Si l’appelante fait en outre valoir qu’elle a subi un préjudice lié aux conditions de conclusion de contrat, il sera tout d’abord observé que s’il est exact que le devis établi le 18 janvier 2019 par la société Adam Exploitation ne comporte pas la signature de Mme [E], celle-ci ne justifie pour autant pas de l’existence d’un préjudice à cet égard, alors qu’il est constant qu’elle a accepté ce devis. En outre, contrairement à ce qu’elle allègue, il n’est nullement démontré qu’elle aurait été contrainte de verser un acompte de 500 euros le 22 janvier 2019 avant la signature dudit devis, alors qu’elle était parfaitement libre de ne pas procéder à ce règlement en n’acceptant pas le devis, le premier juge soulignant par ailleurs à juste titre que le fait pour la société Adam Exploitation d’exiger un acompte pour pouvoir réaliser sa prestation le 30 janvier ne saurait revêtir un caractère abusif, compte tenu des contraintes d’organisation et de planification que doit nécessairement rencontrer ce type d’entreprise pour respecter ses délais d’exécution de sa prestation de déménagement envers ses clients. La demande de dommages et intérêts à ce titre sera donc rejetée.
Enfin, Mme [E] sollicite la réparation du préjudice lié au fait que la société Adam Exploitation aurait souscrit pour son compte une assurance d’un montant de 90 euros alors que cette clause a été jugée abusive par la commission des clauses abusives. Elle ne justifie toutefois pas du préjudice moral et financier qu’elle invoque. Sa demande en ce sens sera par conséquent rejetée.

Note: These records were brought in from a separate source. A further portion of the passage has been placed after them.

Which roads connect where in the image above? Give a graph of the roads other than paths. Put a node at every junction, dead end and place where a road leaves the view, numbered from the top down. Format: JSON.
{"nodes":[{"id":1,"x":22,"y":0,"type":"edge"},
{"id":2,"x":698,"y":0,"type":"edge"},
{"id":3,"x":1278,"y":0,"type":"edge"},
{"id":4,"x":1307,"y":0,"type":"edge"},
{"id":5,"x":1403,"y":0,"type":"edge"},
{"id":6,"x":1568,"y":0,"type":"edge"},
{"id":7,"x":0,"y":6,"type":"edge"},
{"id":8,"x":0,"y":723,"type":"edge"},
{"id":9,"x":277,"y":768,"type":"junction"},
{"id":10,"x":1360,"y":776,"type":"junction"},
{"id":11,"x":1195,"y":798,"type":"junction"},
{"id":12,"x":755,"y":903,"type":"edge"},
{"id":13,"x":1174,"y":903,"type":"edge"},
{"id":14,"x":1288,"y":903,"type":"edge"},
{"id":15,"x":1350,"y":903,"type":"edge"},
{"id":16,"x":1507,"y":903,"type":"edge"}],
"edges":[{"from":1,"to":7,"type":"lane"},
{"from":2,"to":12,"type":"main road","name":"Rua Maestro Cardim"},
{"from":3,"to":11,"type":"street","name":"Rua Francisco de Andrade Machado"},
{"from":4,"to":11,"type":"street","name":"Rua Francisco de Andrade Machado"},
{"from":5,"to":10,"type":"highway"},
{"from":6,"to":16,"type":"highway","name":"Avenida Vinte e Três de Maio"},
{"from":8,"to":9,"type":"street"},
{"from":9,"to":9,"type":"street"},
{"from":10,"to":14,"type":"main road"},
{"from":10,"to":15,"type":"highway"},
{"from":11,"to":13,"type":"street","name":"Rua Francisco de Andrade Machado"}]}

Sur les dépens et les frais irrépétibles
Aux termes de l’article 696, alinéa premier, du code de procédure civile, la partie perdante est condamnée aux dépens, à moins que le juge, par décision motivée, n’en mette la totalité ou une fraction à la charge d’une autre partie. La société Adam Exploitation supportera la charge des entiers dépens.
En application de l’article 700 du code de procédure civile, le juge condamne la partie tenue aux dépens ou qui perd son procès à payer à l’autre partie la somme qu’il détermine, au titre des frais exposés et non compris dans les dépens. Dans tous les cas, le juge tient compte de l’équité ou de la situation économique de la partie condamnée. En l’espèce, la société Adam Exploitation sera condamnée à payer la somme de 1.800 euros à Mme [E].
PAR CES MOTIFS
La Cour,
Infirme le jugement déféré, sauf en ce qu’il a déclaré recevable l’action judiciaire de Mme [E] concernant sa demande d’indemnisation pour les pertes et avaries formulées dans son courrier recommandé du 9 février 2019,
Statuant à nouveau sur les chefs infirmés et y ajoutant,
Déclare non écrites comme étant abusives les clauses limitant l’indemnisation des préjudices à hauteur de 45 euros ou 46 euros par objet, présentes au sein du devis du 18 janvier 2019, des conditions générales de vente et de la lettre de voiture du 18 janvier 2019,
Condamne la société Adam Exploitation à payer à Mme [E] :
– la somme de 1.200 euros à titre de dommages et intérêts en réparation de son préjudice matériel,
– la somme de 500 euros à titre de dommages et intérêts en réparation de son préjudice moral,
Dit que ces sommes porteront intérêts au taux légal à compter de la présente décision,
Déboute Mme [E] de ses autres demandes,
Condamne la société Adam Exploitation aux dépens de première instance et d’appel, ainsi qu’à payer à Mme [E] la somme de 1.800 euros en application des dispositions de l’article 700 du code de procédure civile.
Le présent arrêt a été signé par Monsieur Roland POTEE, président, et par Madame Séléna BONNET, greffier, auquel la minute de la décision a été remise par le magistrat signataire.